DATA FOR THIS EXERCISE:
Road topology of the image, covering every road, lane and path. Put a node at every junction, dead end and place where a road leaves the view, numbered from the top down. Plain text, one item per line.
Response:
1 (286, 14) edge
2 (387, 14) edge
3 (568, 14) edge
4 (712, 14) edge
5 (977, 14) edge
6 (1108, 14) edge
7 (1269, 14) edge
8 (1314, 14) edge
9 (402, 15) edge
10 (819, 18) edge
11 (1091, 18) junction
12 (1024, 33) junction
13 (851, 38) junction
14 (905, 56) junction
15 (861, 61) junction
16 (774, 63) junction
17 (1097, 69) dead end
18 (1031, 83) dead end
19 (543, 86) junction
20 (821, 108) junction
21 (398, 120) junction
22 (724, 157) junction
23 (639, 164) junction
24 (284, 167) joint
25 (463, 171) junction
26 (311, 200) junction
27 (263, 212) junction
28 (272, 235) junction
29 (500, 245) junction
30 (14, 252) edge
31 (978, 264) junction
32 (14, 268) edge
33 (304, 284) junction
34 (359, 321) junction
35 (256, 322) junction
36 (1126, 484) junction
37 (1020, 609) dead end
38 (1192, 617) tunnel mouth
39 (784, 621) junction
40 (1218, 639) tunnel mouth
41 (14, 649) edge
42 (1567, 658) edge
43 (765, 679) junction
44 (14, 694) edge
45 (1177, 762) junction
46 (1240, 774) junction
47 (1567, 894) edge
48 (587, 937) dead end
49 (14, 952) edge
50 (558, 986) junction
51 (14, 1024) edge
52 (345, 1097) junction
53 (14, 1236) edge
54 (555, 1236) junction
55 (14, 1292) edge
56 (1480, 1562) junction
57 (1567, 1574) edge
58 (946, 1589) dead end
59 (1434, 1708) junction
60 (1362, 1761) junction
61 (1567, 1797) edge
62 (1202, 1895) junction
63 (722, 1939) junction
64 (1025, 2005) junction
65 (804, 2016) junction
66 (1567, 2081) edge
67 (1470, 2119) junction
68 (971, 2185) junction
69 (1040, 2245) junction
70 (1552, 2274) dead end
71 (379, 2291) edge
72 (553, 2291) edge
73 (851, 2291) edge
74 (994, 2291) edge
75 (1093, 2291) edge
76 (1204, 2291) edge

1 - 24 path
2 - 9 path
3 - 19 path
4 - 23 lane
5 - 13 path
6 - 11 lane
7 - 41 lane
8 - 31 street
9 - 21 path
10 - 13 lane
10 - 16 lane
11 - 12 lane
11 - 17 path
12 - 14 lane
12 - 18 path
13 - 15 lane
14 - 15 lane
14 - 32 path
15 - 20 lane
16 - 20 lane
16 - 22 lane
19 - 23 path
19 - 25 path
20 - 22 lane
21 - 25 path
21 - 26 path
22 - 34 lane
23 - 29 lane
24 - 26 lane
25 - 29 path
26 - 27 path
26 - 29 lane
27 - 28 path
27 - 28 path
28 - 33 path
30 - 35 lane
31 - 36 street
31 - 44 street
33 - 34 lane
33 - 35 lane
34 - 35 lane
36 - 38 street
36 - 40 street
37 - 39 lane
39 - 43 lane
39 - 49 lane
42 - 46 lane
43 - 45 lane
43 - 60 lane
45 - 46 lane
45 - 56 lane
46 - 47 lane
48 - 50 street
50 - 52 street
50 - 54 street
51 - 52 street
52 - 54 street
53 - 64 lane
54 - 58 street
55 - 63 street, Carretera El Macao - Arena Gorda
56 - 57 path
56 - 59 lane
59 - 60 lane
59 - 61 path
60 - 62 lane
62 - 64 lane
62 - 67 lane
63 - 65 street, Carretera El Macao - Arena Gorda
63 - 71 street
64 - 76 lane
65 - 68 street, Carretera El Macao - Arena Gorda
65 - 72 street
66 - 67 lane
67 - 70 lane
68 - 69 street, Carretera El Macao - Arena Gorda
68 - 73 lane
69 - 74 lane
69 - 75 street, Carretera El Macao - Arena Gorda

PROBLEM REQUIREMENTS:
Once the records end, copy them all again exactly.

EXERCISE RESPONSE:
Road topology of the image, covering every road, lane and path. Put a node at every junction, dead end and place where a road leaves the view, numbered from the top down. Plain text, one item per line.
Response:
1 (286, 14) edge
2 (387, 14) edge
3 (568, 14) edge
4 (712, 14) edge
5 (977, 14) edge
6 (1108, 14) edge
7 (1269, 14) edge
8 (1314, 14) edge
9 (402, 15) edge
10 (819, 18) edge
11 (1091, 18) junction
12 (1024, 33) junction
13 (851, 38) junction
14 (905, 56) junction
15 (861, 61) junction
16 (774, 63) junction
17 (1097, 69) dead end
18 (1031, 83) dead end
19 (543, 86) junction
20 (821, 108) junction
21 (398, 120) junction
22 (724, 157) junction
23 (639, 164) junction
24 (284, 167) joint
25 (463, 171) junction
26 (311, 200) junction
27 (263, 212) junction
28 (272, 235) junction
29 (500, 245) junction
30 (14, 252) edge
31 (978, 264) junction
32 (14, 268) edge
33 (304, 284) junction
34 (359, 321) junction
35 (256, 322) junction
36 (1126, 484) junction
37 (1020, 609) dead end
38 (1192, 617) tunnel mouth
39 (784, 621) junction
40 (1218, 639) tunnel mouth
41 (14, 649) edge
42 (1567, 658) edge
43 (765, 679) junction
44 (14, 694) edge
45 (1177, 762) junction
46 (1240, 774) junction
47 (1567, 894) edge
48 (587, 937) dead end
49 (14, 952) edge
50 (558, 986) junction
51 (14, 1024) edge
52 (345, 1097) junction
53 (14, 1236) edge
54 (555, 1236) junction
55 (14, 1292) edge
56 (1480, 1562) junction
57 (1567, 1574) edge
58 (946, 1589) dead end
59 (1434, 1708) junction
60 (1362, 1761) junction
61 (1567, 1797) edge
62 (1202, 1895) junction
63 (722, 1939) junction
64 (1025, 2005) junction
65 (804, 2016) junction
66 (1567, 2081) edge
67 (1470, 2119) junction
68 (971, 2185) junction
69 (1040, 2245) junction
70 (1552, 2274) dead end
71 (379, 2291) edge
72 (553, 2291) edge
73 (851, 2291) edge
74 (994, 2291) edge
75 (1093, 2291) edge
76 (1204, 2291) edge

1 - 24 path
2 - 9 path
3 - 19 path
4 - 23 lane
5 - 13 path
6 - 11 lane
7 - 41 lane
8 - 31 street
9 - 21 path
10 - 13 lane
10 - 16 lane
11 - 12 lane
11 - 17 path
12 - 14 lane
12 - 18 path
13 - 15 lane
14 - 15 lane
14 - 32 path
15 - 20 lane
16 - 20 lane
16 - 22 lane
19 - 23 path
19 - 25 path
20 - 22 lane
21 - 25 path
21 - 26 path
22 - 34 lane
23 - 29 lane
24 - 26 lane
25 - 29 path
26 - 27 path
26 - 29 lane
27 - 28 path
27 - 28 path
28 - 33 path
30 - 35 lane
31 - 36 street
31 - 44 street
33 - 34 lane
33 - 35 lane
34 - 35 lane
36 - 38 street
36 - 40 street
37 - 39 lane
39 - 43 lane
39 - 49 lane
42 - 46 lane
43 - 45 lane
43 - 60 lane
45 - 46 lane
45 - 56 lane
46 - 47 lane
48 - 50 street
50 - 52 street
50 - 54 street
51 - 52 street
52 - 54 street
53 - 64 lane
54 - 58 street
55 - 63 street, Carretera El Macao - Arena Gorda
56 - 57 path
56 - 59 lane
59 - 60 lane
59 - 61 path
60 - 62 lane
62 - 64 lane
62 - 67 lane
63 - 65 street, Carretera El Macao - Arena Gorda
63 - 71 street
64 - 76 lane
65 - 68 street, Carretera El Macao - Arena Gorda
65 - 72 street
66 - 67 lane
67 - 70 lane
68 - 69 street, Carretera El Macao - Arena Gorda
68 - 73 lane
69 - 74 lane
69 - 75 street, Carretera El Macao - Arena Gorda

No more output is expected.